The committee has not met since the proposal was made but the original citizens committee which studied racial imbalance in the city’s schools did recommend that the board postpone action on Mack until the effectiveness of the Jones project could be evaluated.

Adding 128 students to the 170 already at Jones would make the present reassignment proposal almost impossible Powrie said. “Double shifting” between schools would be necessary to provide racial balance and adequate classroom space for the larger number of children, he added.

The report indicated that the committee eliminated Mack and Northside for reassignment of Jones students because of their already high Negro enrollment.

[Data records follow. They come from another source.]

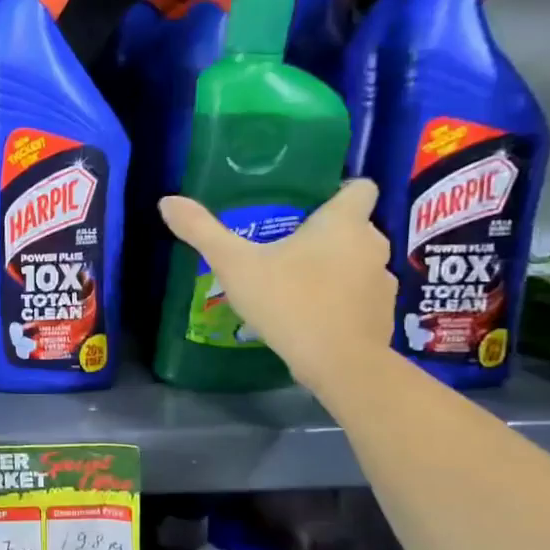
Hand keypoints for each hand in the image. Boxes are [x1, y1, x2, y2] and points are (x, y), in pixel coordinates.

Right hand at [158, 178, 395, 393]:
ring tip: (297, 285)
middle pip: (355, 227)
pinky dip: (342, 300)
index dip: (338, 191)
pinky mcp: (382, 314)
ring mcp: (382, 280)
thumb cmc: (288, 301)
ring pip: (358, 263)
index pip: (360, 187)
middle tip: (286, 248)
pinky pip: (360, 296)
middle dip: (327, 235)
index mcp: (343, 222)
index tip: (310, 206)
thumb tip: (167, 201)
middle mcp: (372, 243)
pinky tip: (312, 316)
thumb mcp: (234, 264)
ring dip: (335, 268)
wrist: (339, 362)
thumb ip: (202, 231)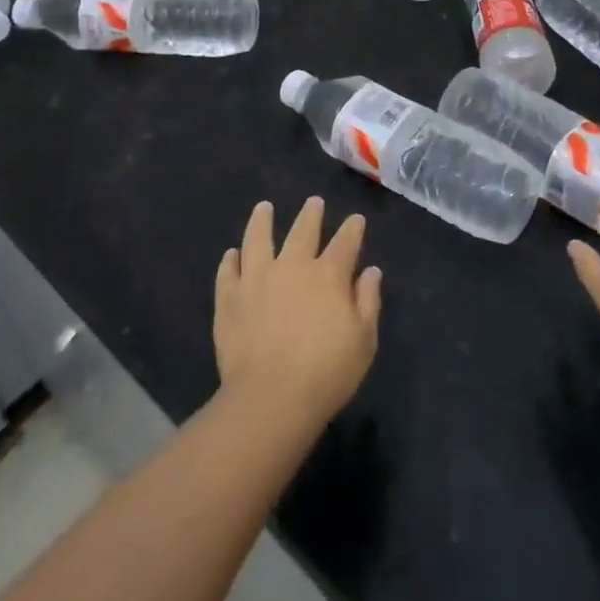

Dixboro, Carpenter, and Meadowviewer were eliminated because of their distance from
Jones and their small size with Burns Park, Abbott, Haisley, Eberwhite, and Wines out of the picture because they already have large enrollments.

Angell and Bach were included because of their nearness to Jones, and the other five schools were suggested because of their class sizes, total enrollment and rooms.

Lawton, Mitchell, Stone, Thurston and Bader are considered reserve receiver schools if changes are necessary.

The recommendations were based on committee meetings with Jones Principal Robert Stevenson, Supt. Jack Elzay, community resource people experienced with the problems of Negroes and youth, and surveys by elementary principals throughout the system to determine their potential enrollments for the next two or three years.

The committee has been meeting since it was appointed by the board in the fall.

Some of their recommendations relating to additional counseling, testing, library and n hour services for receiver schools will be brought up again in the report of the committee studying pupil-personnel services.